| Work instructions |
Skip the pictures. Copy all the rest of the records down exactly.

| Data listing |

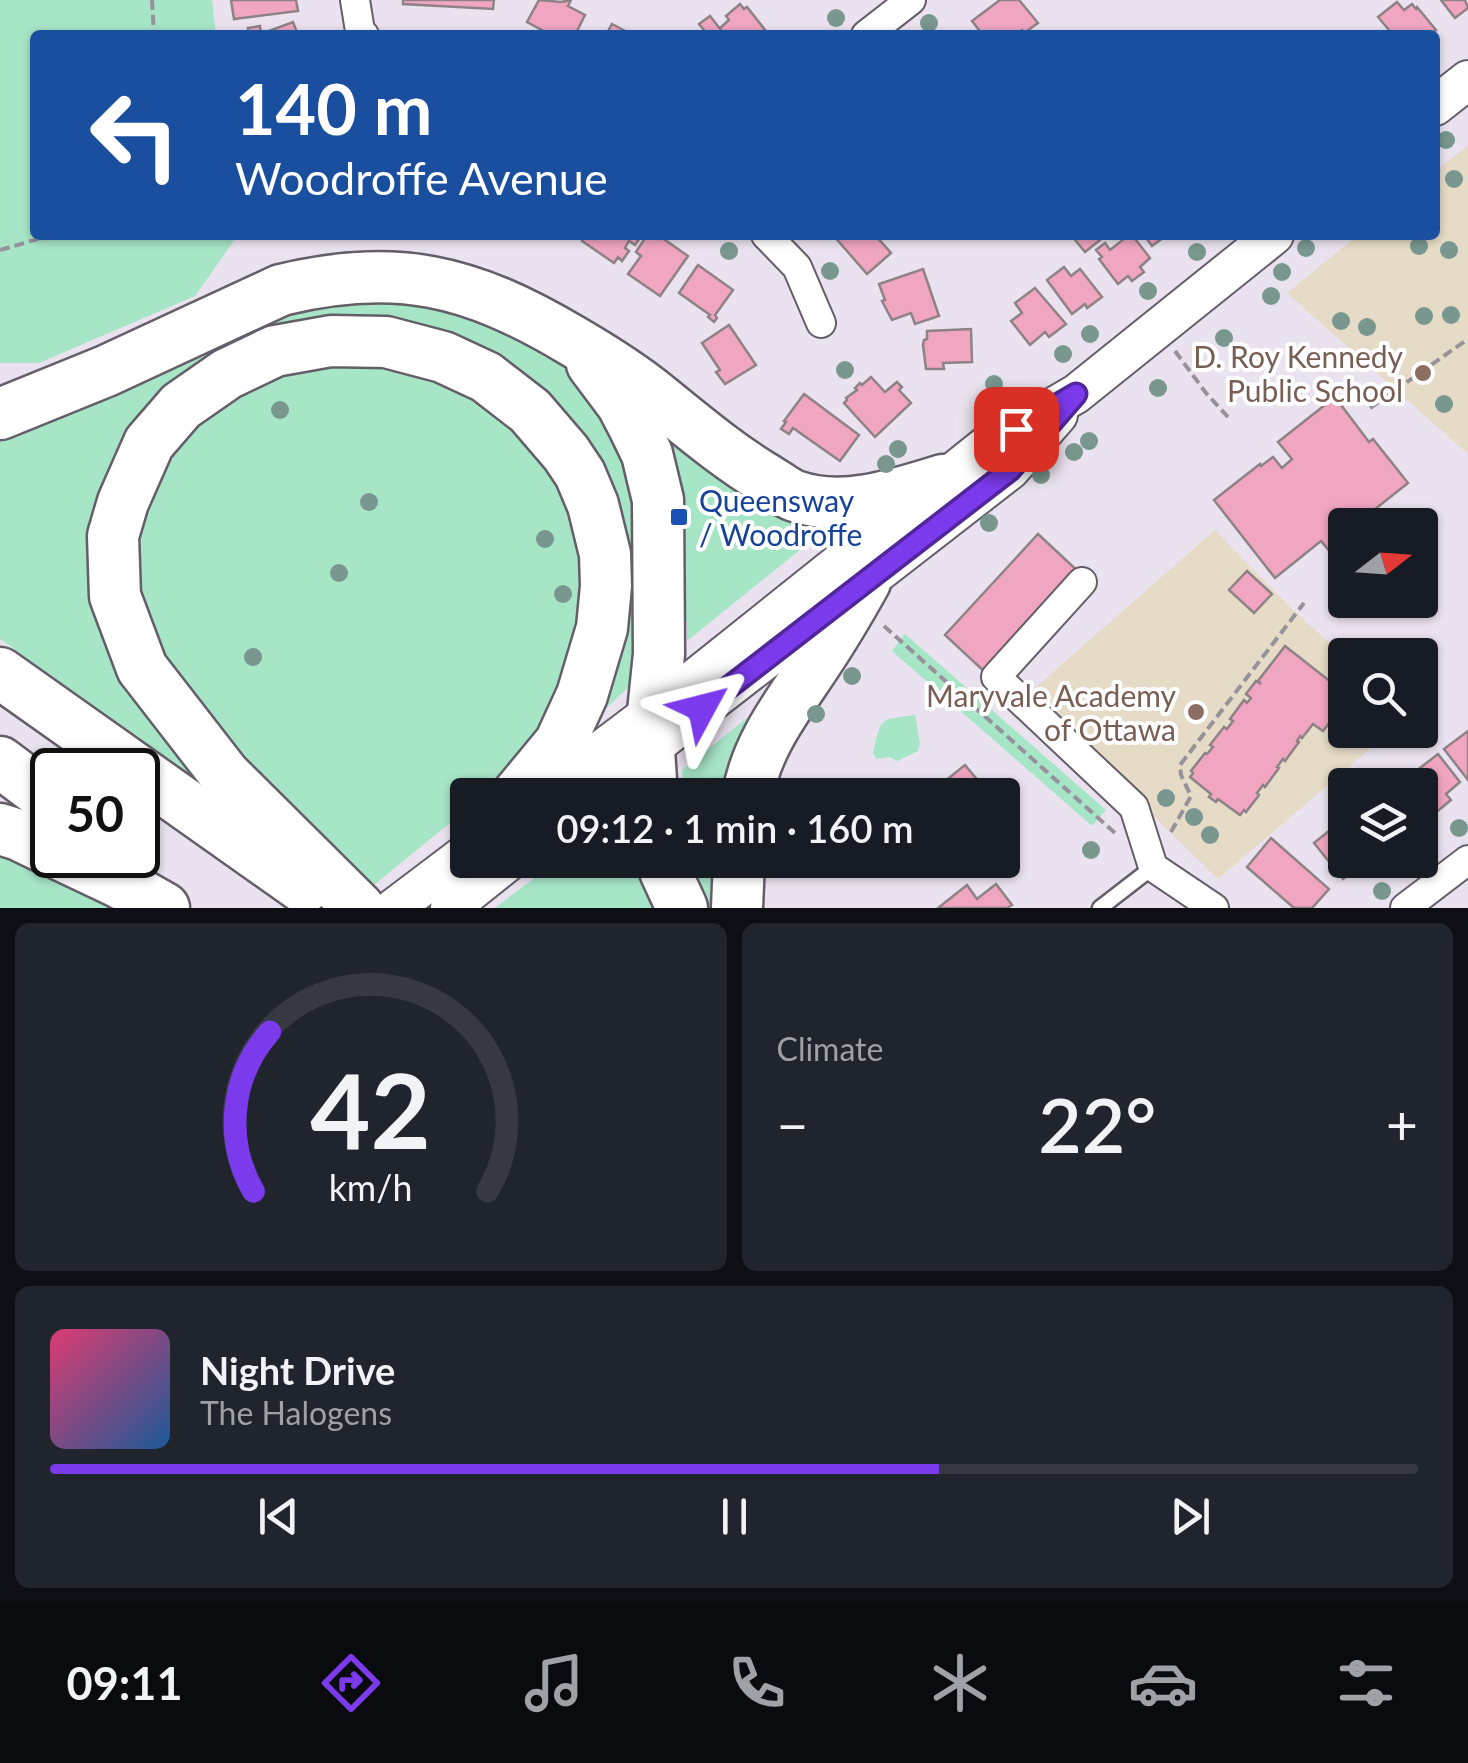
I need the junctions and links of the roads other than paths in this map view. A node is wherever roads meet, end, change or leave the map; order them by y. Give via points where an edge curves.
1 (355, 0) edge
2 (910, 0) edge
3 (360, 30) edge
4 (872, 30) edge
5 (1468, 80) edge
6 (1440, 102) edge
7 (771, 240) edge
8 (1268, 240) edge
9 (820, 322) dead end
10 (577, 344) junction
11 (106, 371) junction
12 (1076, 394) junction
13 (0, 399) edge
14 (0, 414) edge
15 (943, 480) junction
16 (866, 582) junction
17 (1082, 582) dead end
18 (0, 673) edge
19 (651, 752) edge
20 (0, 762) edge
21 (531, 778) edge
22 (585, 778) edge
23 (615, 778) edge
24 (751, 778) edge
25 (30, 784) edge
26 (0, 830) edge
27 (30, 842) edge
28 (1468, 860) edge
29 (1153, 866) junction
30 (111, 878) edge
31 (157, 878) edge
32 (479, 878) edge
33 (670, 878) edge
34 (738, 878) edge
35 (443, 899) edge
36 (164, 908) edge
37 (198, 908) edge
38 (333, 908) edge
39 (360, 908) edge
40 (394, 908) edge
41 (682, 908) edge
42 (736, 908) edge
43 (1100, 908) edge
44 (1214, 908) edge
45 (1405, 908) edge

1 - 3 street
2 - 4 street
5 - 6 main road
7 - 9 street via 797,267
8 - 12 main road
10 - 11 highway via 480,294 430,280 363,277 281,290
10 - 15 highway via 631,375 734,460 794,496 833,503
10 - 19 highway via 622,404 654,476 659,654
11 - 13 lane
11 - 14 highway
12 - 15 main road via 986,446
12 - 16 main road via 1010,470
15 - 19 main road
16 - 19 main road
16 - 24 highway via 769,734
17 - 29 street via 996,677 1134,807
18 - 38 highway
19 - 22 main road
19 - 23 main road
20 - 25 highway
21 - 39 highway via 560,743 582,695 602,628 606,586 594,505 566,452 530,411 486,377 443,357 386,342 331,341 275,351 181,406 148,442 123,502 113,536 114,596 142,668 225,775
26 - 27 highway
28 - 45 street
29 - 43 lane
29 - 44 street
30 - 36 highway
31 - 37 highway
32 - 35 main road
33 - 41 highway
34 - 42 highway
35 - 40 main road

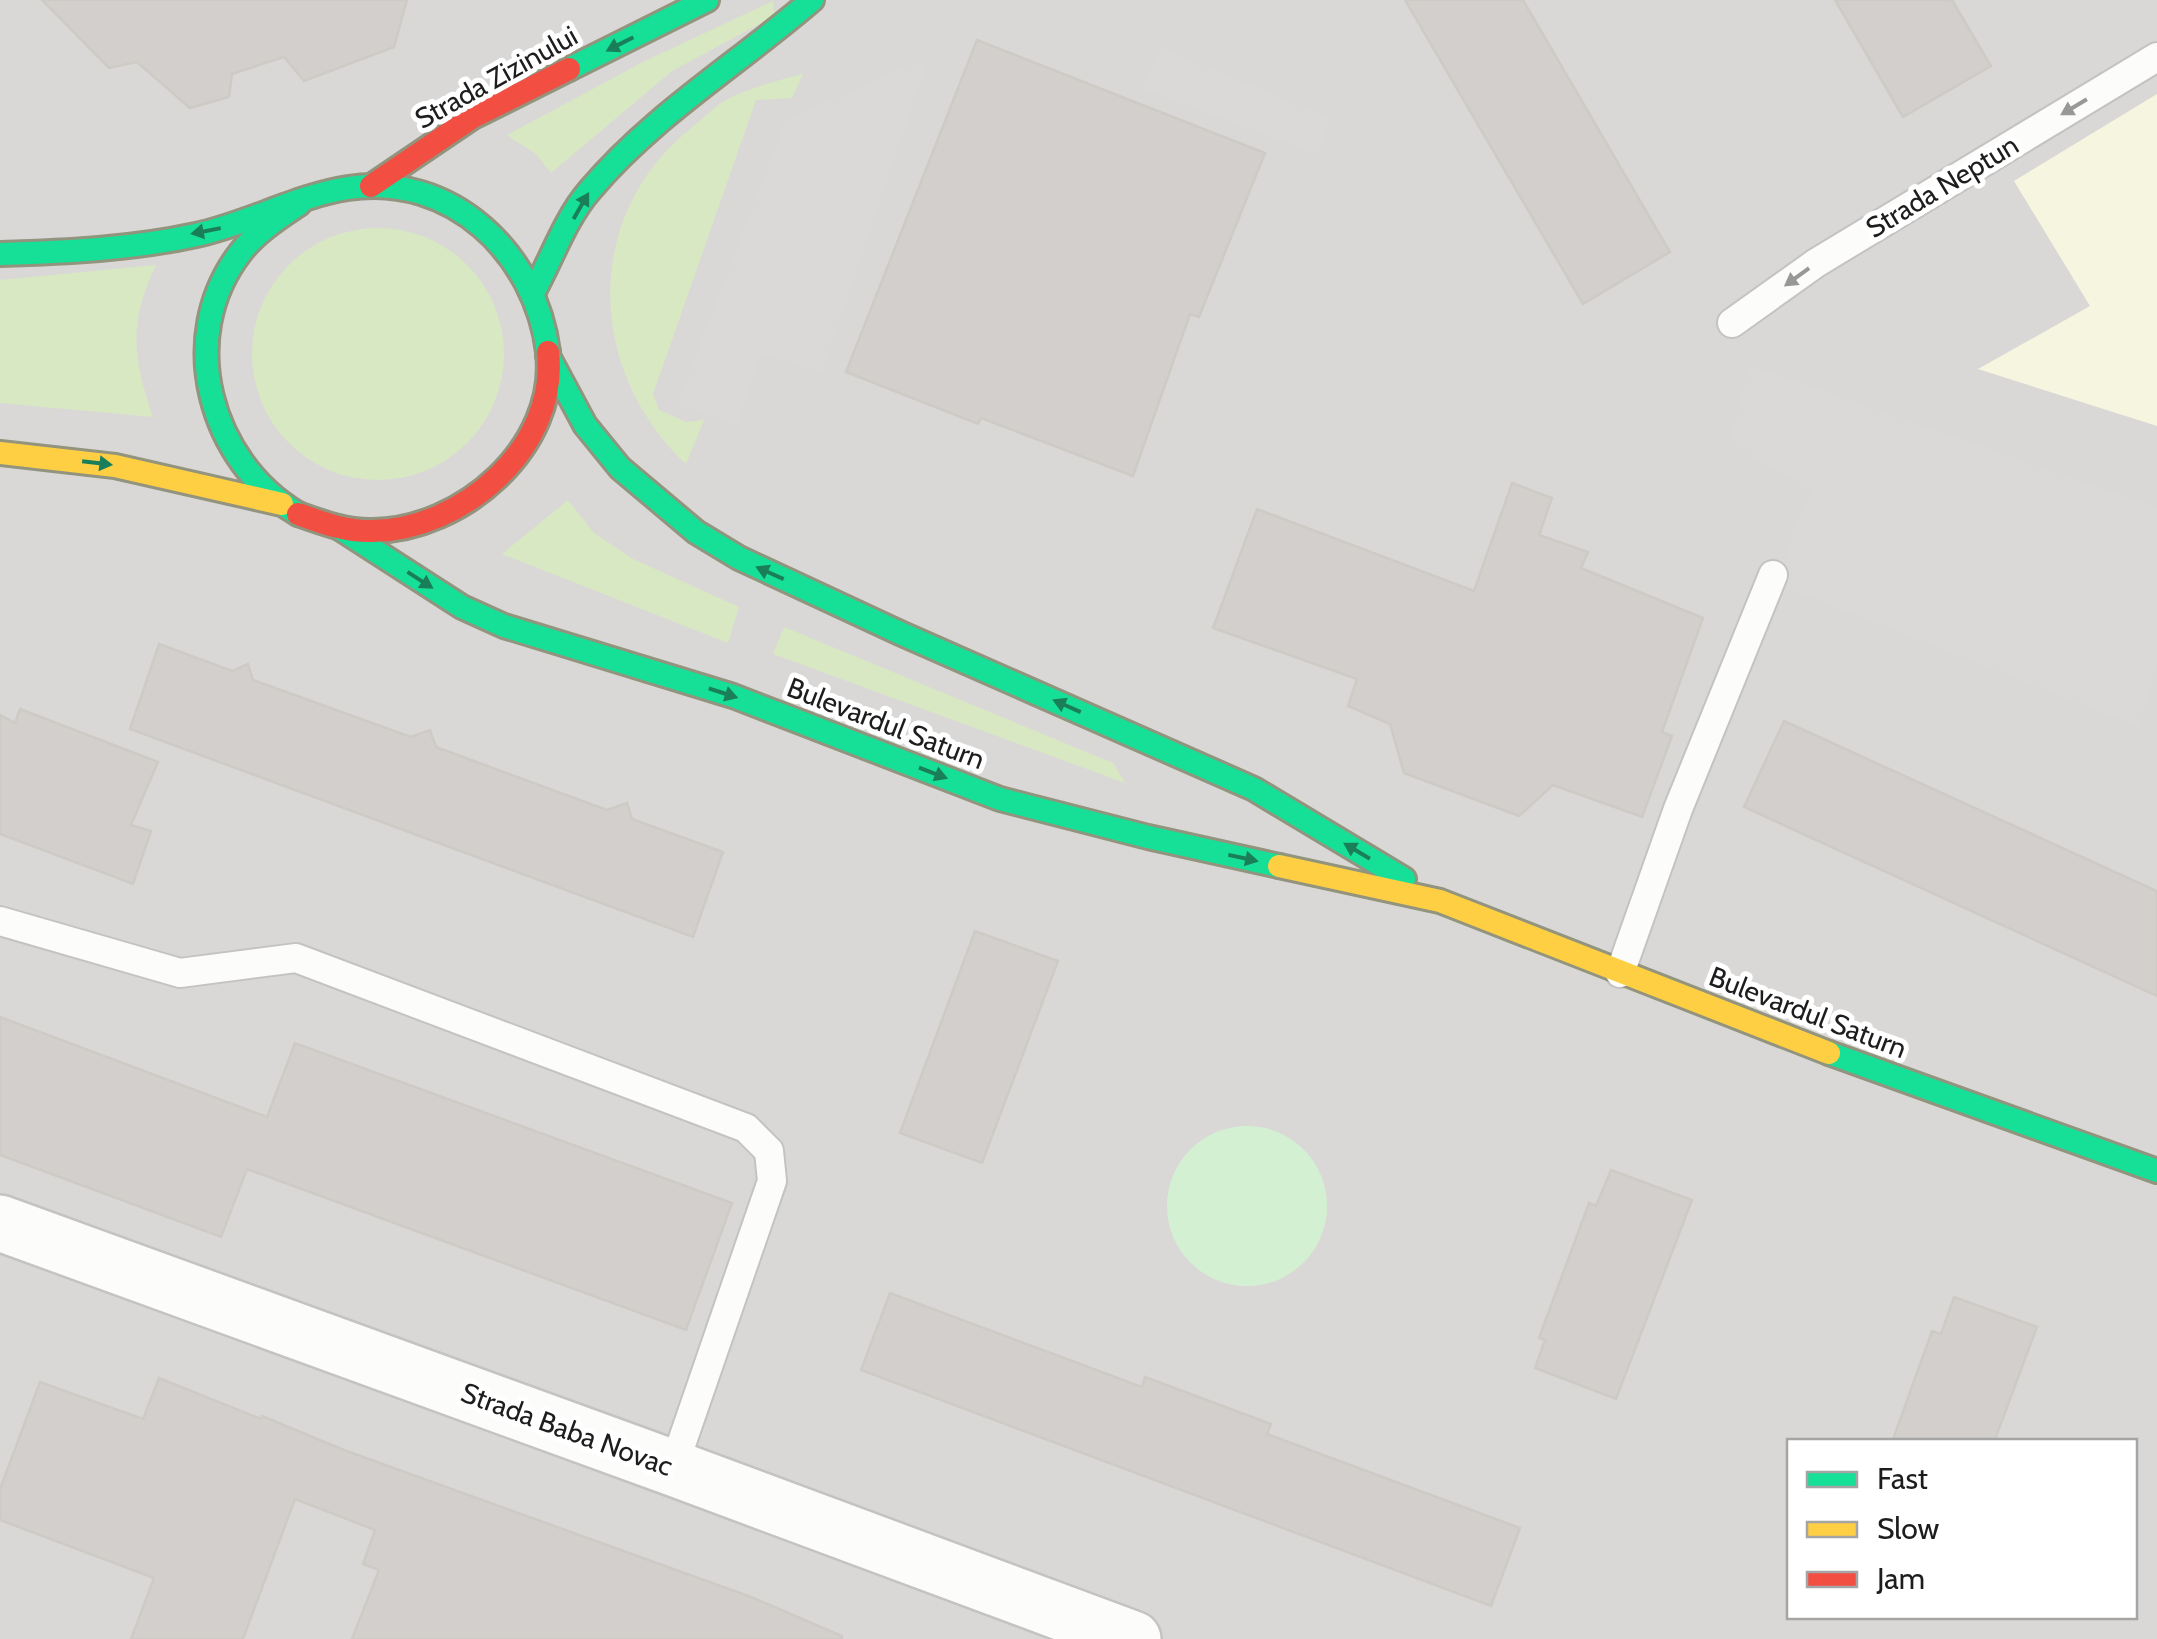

| Solution below |
I need the junctions and links of the roads other than paths in this map view. A node is wherever roads meet, end, change or leave the map; order them by y. Give via points where an edge curves.
1 (355, 0) edge
2 (910, 0) edge
3 (360, 30) edge
4 (872, 30) edge
5 (1468, 80) edge
6 (1440, 102) edge
7 (771, 240) edge
8 (1268, 240) edge
9 (820, 322) dead end
10 (577, 344) junction
11 (106, 371) junction
12 (1076, 394) junction
13 (0, 399) edge
14 (0, 414) edge
15 (943, 480) junction
16 (866, 582) junction
17 (1082, 582) dead end
18 (0, 673) edge
19 (651, 752) edge
20 (0, 762) edge
21 (531, 778) edge
22 (585, 778) edge
23 (615, 778) edge
24 (751, 778) edge
25 (30, 784) edge
26 (0, 830) edge
27 (30, 842) edge
28 (1468, 860) edge
29 (1153, 866) junction
30 (111, 878) edge
31 (157, 878) edge
32 (479, 878) edge
33 (670, 878) edge
34 (738, 878) edge
35 (443, 899) edge
36 (164, 908) edge
37 (198, 908) edge
38 (333, 908) edge
39 (360, 908) edge
40 (394, 908) edge
41 (682, 908) edge
42 (736, 908) edge
43 (1100, 908) edge
44 (1214, 908) edge
45 (1405, 908) edge

1 - 3 street
2 - 4 street
5 - 6 main road
7 - 9 street via 797,267
8 - 12 main road
10 - 11 highway via 480,294 430,280 363,277 281,290
10 - 15 highway via 631,375 734,460 794,496 833,503
10 - 19 highway via 622,404 654,476 659,654
11 - 13 lane
11 - 14 highway
12 - 15 main road via 986,446
12 - 16 main road via 1010,470
15 - 19 main road
16 - 19 main road
16 - 24 highway via 769,734
17 - 29 street via 996,677 1134,807
18 - 38 highway
19 - 22 main road
19 - 23 main road
20 - 25 highway
21 - 39 highway via 560,743 582,695 602,628 606,586 594,505 566,452 530,411 486,377 443,357 386,342 331,341 275,351 181,406 148,442 123,502 113,536 114,596 142,668 225,775
26 - 27 highway
28 - 45 street
29 - 43 lane
29 - 44 street
30 - 36 highway
31 - 37 highway
32 - 35 main road
33 - 41 highway
34 - 42 highway
35 - 40 main road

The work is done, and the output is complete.